Recently I was struggling with some of my personal goals. I finally had an honest conversation with myself and began examining the motivation behind them. I had put too much weight on the pay off, knowing that even if I accomplished all of them, they could never give me the satisfaction I needed.

Have you ever pursued something (even a someone) that turned out to be a disappointment? How did it impact you?

  • “too much weight on the payoff”  –  wow.  That phrase hit me hard.  So true – it’s a fine line between pursuing what God wants us to improve and what *we* think should be improved. 

    Thank you. Great food for thought this morning…

    • That has always been my problem: expecting too much from things that are not designed to make us happy.

  • Yes. Although it wasn’t the thing I achieved that was disappointing, but the side affects. I made sacrifices to complete an MBA, but it came at the expense of time w/ friends and family. As a result I feel like I missed out on a lot. It will take some time to reap the full benefits of grad school, but right now I’m trying to focus on relationships.

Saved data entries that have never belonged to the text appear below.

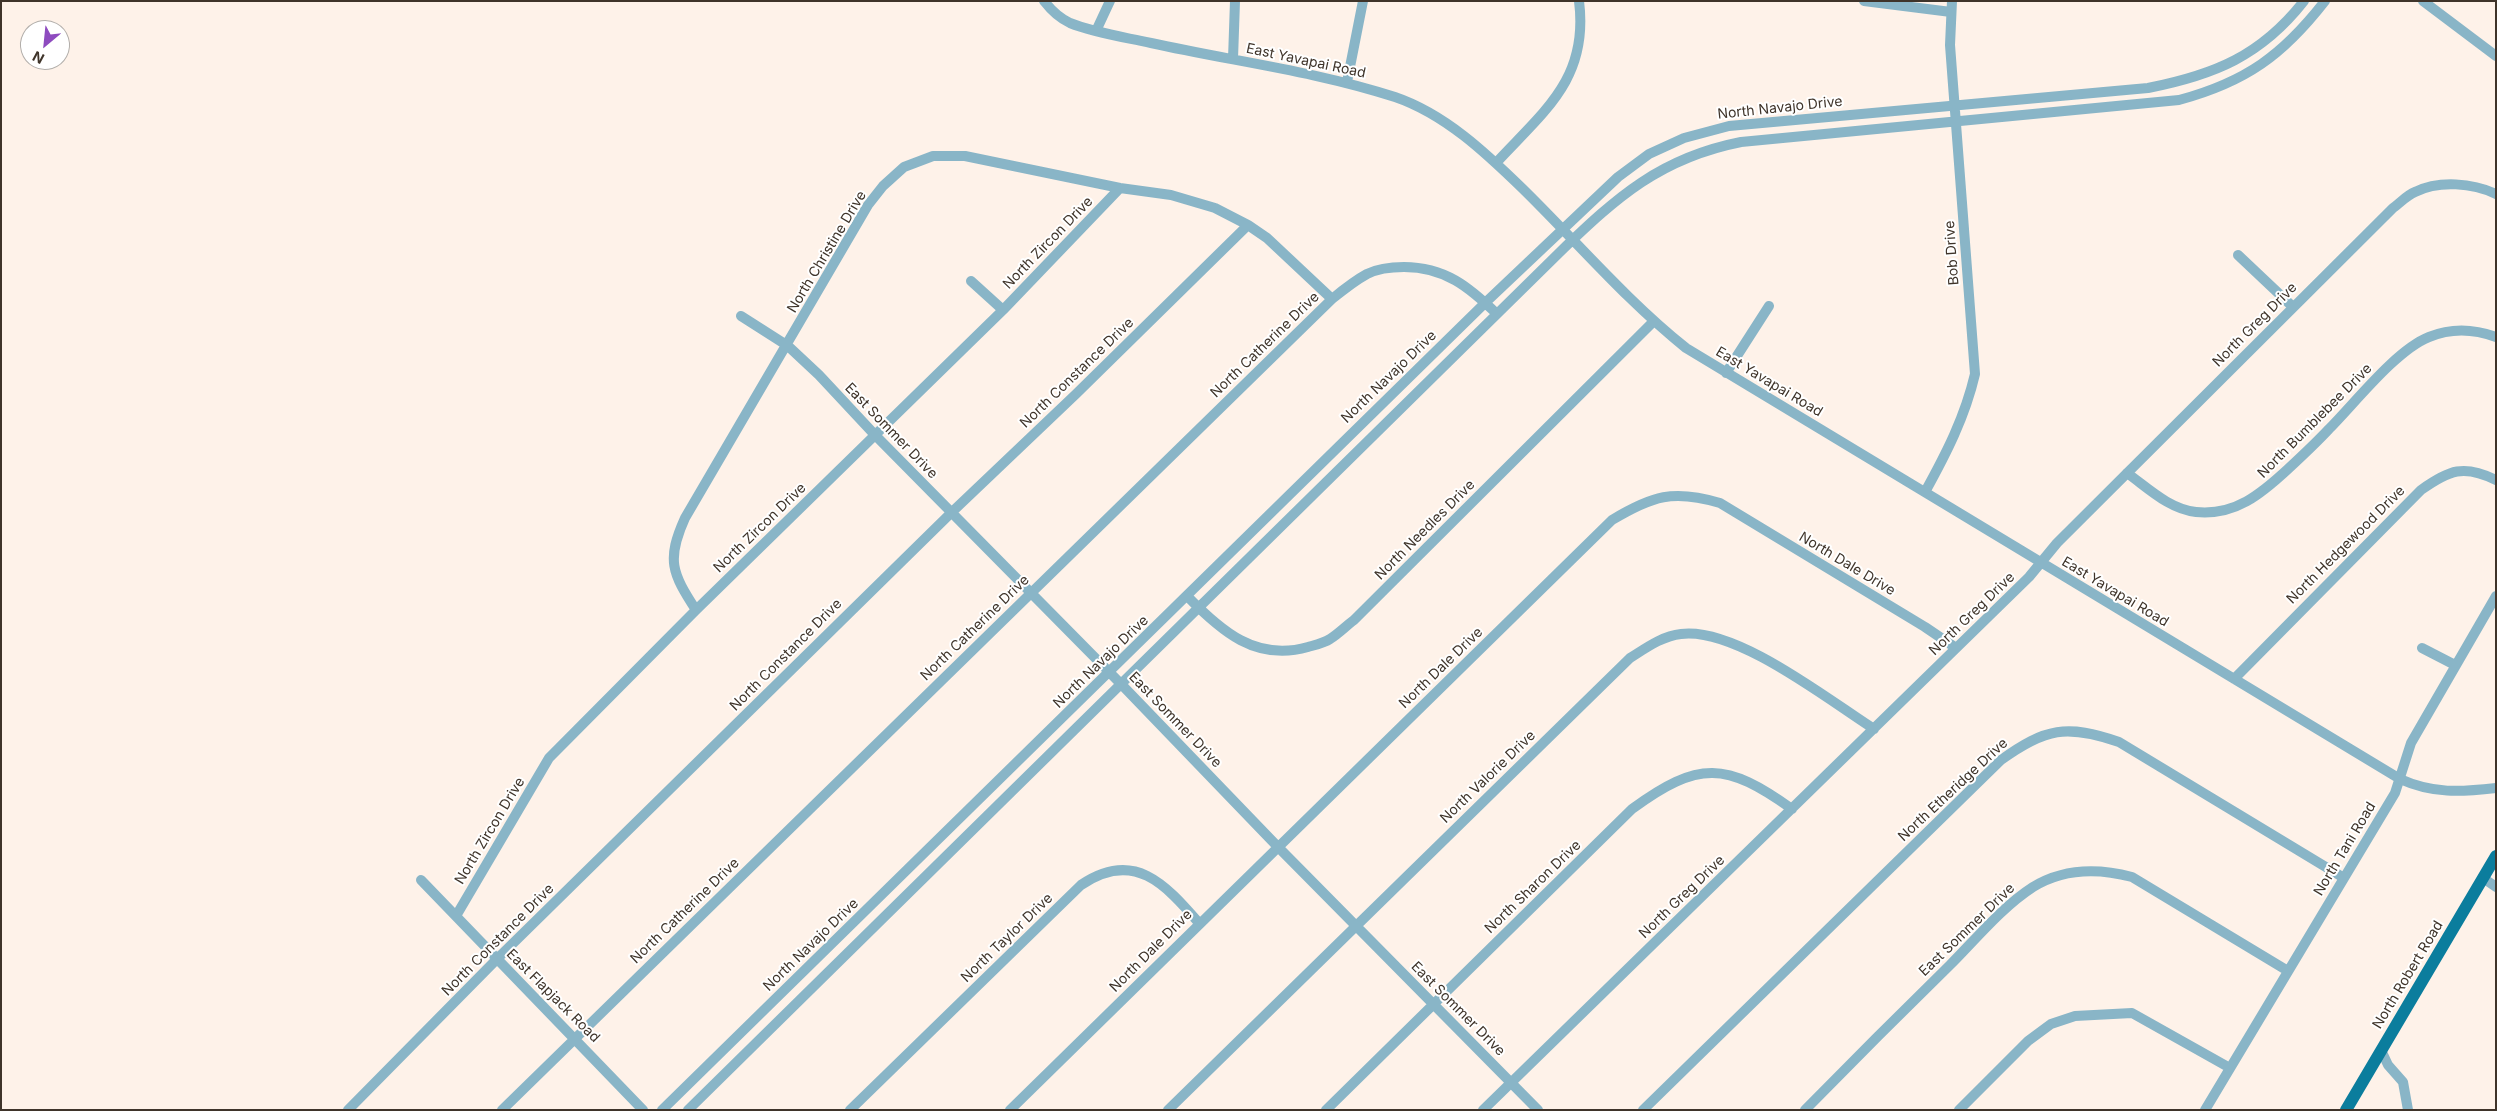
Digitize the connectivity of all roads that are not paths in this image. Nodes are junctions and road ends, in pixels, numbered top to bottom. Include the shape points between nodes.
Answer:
1 (1044, 1) edge
2 (1110, 1) edge
3 (1235, 1) edge
4 (1364, 1) edge
5 (1579, 1) edge
6 (1864, 1) edge
7 (2304, 1) edge
8 (2325, 1) edge
9 (2423, 1) edge
10 (1951, 6) edge
11 (1096, 30) junction
12 (2496, 56) edge
13 (1233, 59) junction
14 (1347, 82) junction
15 (2126, 90) junction
16 (1954, 105) junction
17 (2128, 107) junction
18 (1763, 122) junction
19 (1956, 122) junction
20 (1764, 138) junction
21 (1496, 163) junction
22 (1120, 188) junction
23 (2496, 194) edge
24 (1248, 225) junction
25 (1562, 228) junction
26 (1573, 239) junction
27 (2238, 255) dead end
28 (972, 281) dead end
29 (1332, 298) junction
30 (1485, 302) junction
31 (1769, 306) dead end
32 (2293, 307) junction
33 (1003, 310) junction
34 (1497, 314) junction
35 (741, 316) dead end
36 (1653, 322) junction
37 (2496, 337) edge
38 (788, 346) junction
39 (1726, 373) junction
40 (874, 435) junction
41 (2127, 473) junction
42 (2496, 480) edge
43 (1925, 492) junction
44 (952, 512) junction
45 (2040, 562) junction
46 (1030, 593) junction
47 (1187, 596) junction
48 (2496, 596) edge
49 (1199, 608) junction
50 (696, 610) junction
51 (1956, 648) junction
52 (2422, 648) dead end
53 (2455, 666) junction
54 (1110, 672) junction
55 (2234, 679) junction
56 (1121, 684) junction
57 (1874, 729) junction
58 (2400, 779) junction
59 (2496, 788) edge
60 (1792, 809) junction
61 (1278, 847) junction
62 (2496, 856) edge
63 (2344, 878) junction
64 (2483, 878) junction
65 (421, 880) dead end
66 (2496, 887) edge
67 (456, 916) junction
68 (1199, 923) junction
69 (1356, 925) junction
70 (497, 959) junction
71 (2288, 971) junction
72 (1433, 1004) junction
73 (575, 1037) junction
74 (2381, 1050) junction
75 (2230, 1068) junction
76 (1511, 1082) junction
77 (348, 1110) edge
78 (502, 1110) edge
79 (643, 1110) edge
80 (662, 1110) edge
81 (688, 1110) edge
82 (850, 1110) edge
83 (1010, 1110) edge
84 (1168, 1110) edge
85 (1326, 1110) edge
86 (1484, 1110) edge
87 (1538, 1110) edge
88 (1643, 1110) edge
89 (1804, 1110) edge
90 (1959, 1110) edge
91 (2205, 1110) edge
92 (2346, 1110) edge
93 (2408, 1110) edge

1 - 11 street, East Yavapai Road via 1052,12 1069,23
2 - 11 street
3 - 13 street
4 - 14 street
5 - 21 street via 1582,35 1570,76 1553,101
6 - 10 street
7 - 15 street, North Navajo Drive via 2276,32 2224,67 2190,80
8 - 17 street, North Navajo Drive via 2294,39 2235,81 2179,100
9 - 12 street
10 - 16 street, Bob Drive
11 - 13 street, East Yavapai Road
13 - 14 street, East Yavapai Road
14 - 21 street, East Yavapai Road via 1398,98 1435,117 1466,137
15 - 16 street, North Navajo Drive
15 - 17 street
16 - 18 street, North Navajo Drive
16 - 19 street, Bob Drive
17 - 19 street, North Navajo Drive
18 - 20 street
18 - 25 street, North Navajo Drive via 1712,129 1648,154
19 - 20 street, North Navajo Drive
19 - 43 street, Bob Drive via 1975,374 1960,423
20 - 26 street, North Navajo Drive via 1717,146 1658,170 1631,188
21 - 25 street, East Yavapai Road
22 - 24 street, North Christine Drive via 1171,195 1215,208
22 - 33 street, North Zircon Drive
22 - 38 street, North Christine Drive via 964,156 933,156 904,166 868,205
23 - 32 street, North Greg Drive via 2487,189 2457,184 2415,192 2393,208
24 - 29 street, North Christine Drive via 1267,238
24 - 44 street, North Constance Drive
25 - 26 street, East Yavapai Road
25 - 30 street, North Navajo Drive
26 - 34 street, North Navajo Drive
26 - 36 street, East Yavapai Road
27 - 32 street
28 - 33 street
29 - 30 street, North Catherine Drive via 1369,273 1394,267 1420,267 1445,273
29 - 46 street, North Catherine Drive
30 - 34 street, North Catherine Drive
30 - 47 street, North Navajo Drive
31 - 39 street
32 - 41 street, North Greg Drive
33 - 40 street, North Zircon Drive
34 - 49 street, North Navajo Drive
35 - 38 street, East Sommer Drive
36 - 39 street, East Yavapai Road
36 - 49 street, North Needles Drive via 1354,620 1328,641 1272,652 1239,641
37 - 41 street, North Bumblebee Drive via 2482,332 2454,330 2428,337 2387,369 2262,493 2241,505 2220,512 2194,512 2168,503
38 - 40 street, East Sommer Drive
38 - 50 street, North Christine Drive via 685,518 676,539 673,561 678,583
39 - 43 street, East Yavapai Road
40 - 44 street, East Sommer Drive
40 - 50 street, North Zircon Drive
41 - 45 street, North Greg Drive
42 - 55 street, North Hedgewood Drive via 2470,470 2455,470 2435,479
43 - 45 street, East Yavapai Road
44 - 46 street, East Sommer Drive
44 - 70 street, North Constance Drive
45 - 51 street, North Greg Drive via 2029,577
45 - 55 street, East Yavapai Road
46 - 54 street, East Sommer Drive
46 - 73 street, North Catherine Drive
47 - 49 street, North Needles Drive
47 - 54 street, North Navajo Drive
48 - 53 street, North Tani Road
49 - 56 street, North Navajo Drive
50 - 67 street, North Zircon Drive via 549,758
51 - 57 street, North Greg Drive
51 - 61 street, North Dale Drive via 1720,504 1696,496 1664,496 1640,504 1612,520
52 - 53 street
53 - 58 street, North Tani Road via 2411,743
54 - 56 street, East Sommer Drive
54 - 80 street, North Navajo Drive
55 - 58 street, East Yavapai Road
56 - 61 street, East Sommer Drive
56 - 81 street, North Navajo Drive
57 - 60 street, North Greg Drive
57 - 69 street, North Valorie Drive via 1765,659 1735,644 1706,634 1681,634 1658,641 1630,658
58 - 59 street, East Yavapai Road via 2443,792
58 - 63 street, North Tani Road via 2395,793
60 - 72 street, North Sharon Drive via 1744,779 1708,772 1678,780 1654,793 1632,809
60 - 76 street, North Greg Drive
61 - 68 street, North Dale Drive
61 - 69 street, East Sommer Drive
62 - 64 main road, North Robert Road
63 - 71 street, North Tani Road
63 - 88 street, North Etheridge Drive via 2119,742 2096,734 2068,731 2046,734 2026,742 2001,760
64 - 66 street
64 - 74 main road, North Robert Road
65 - 67 street, East Flapjack Road
67 - 70 street, East Flapjack Road
68 - 82 street, North Taylor Drive via 1169,889 1148,875 1124,869 1096,875 1081,885
68 - 83 street, North Dale Drive
69 - 72 street, East Sommer Drive
69 - 84 street, North Valorie Drive
70 - 73 street, East Flapjack Road
70 - 77 street, North Constance Drive
71 - 75 street, North Tani Road
71 - 89 street, East Sommer Drive via 2132,877 2108,870 2085,870 2060,876 2034,887 2000,915
72 - 76 street, East Sommer Drive
72 - 85 street, North Sharon Drive
73 - 78 street, North Catherine Drive
73 - 79 street, East Flapjack Road
74 - 92 main road, North Robert Road
74 - 93 street via 2388,1066 2403,1082
75 - 90 street via 2132,1013 2075,1016 2051,1024 2028,1041
75 - 91 street, North Tani Road
76 - 86 street, North Greg Drive
76 - 87 street, East Sommer Drive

    • Hopefully you can make some gains in your relationships now that school is over.

  • Dave

    Yep, you’re right on target. I’ve waited 49 years for the moment when I can say “I’ve arrived”. Now I realize there is no point of arrival (short of heaven). It is a “journey”, to use a popular cliche – it is a process. But yes, I agree that discontentment is a balancing act between self-improvement and contrarianism.

    I continue to seek after that balance, as I can tell you do as well….

    • Thank you for stopping by and commenting. I love “contrarianism”. I’m going to use it somewhere soon

  • The last few years, I’ve had friends and well-meaning Christians tell me I just need to be content with what God has given me. I do agree, to an extent, but I’m like you – I want to continue moving forward, pursuing better things, not for some perceived satisfaction but because I want to continue growing. I finally had to tell these people that no one in their right mind would be content being on unemployment and working a part-time job that a college student normally fills. Is it my life right now? Yes. Am I going to be content in it? No. Because I don’t want to stay working a job that doesn’t use my skills, talents and passions and thinks it’s a best use of my time and energy to hang posters than to help develop the college’s marketing department (something I have 9 years experience doing).

    Not really on topic with your question, but something I’ve wrestled with about being discontent the last 2.5 years.

  • Anonymous

     I have always been a very goal oriented person, highly driven to succeed but I never felt the satisfaction of accomplishing my goals.  I thought it was because before one project was  finished I was already pursuing another.  It wasn’t until my son was born that I learned what true contentment and joy was.  I have never been happier.  I thank God my son has taught me to slow down and enjoy the small wonders in life.  Nothing I have ever done compares to being his mom!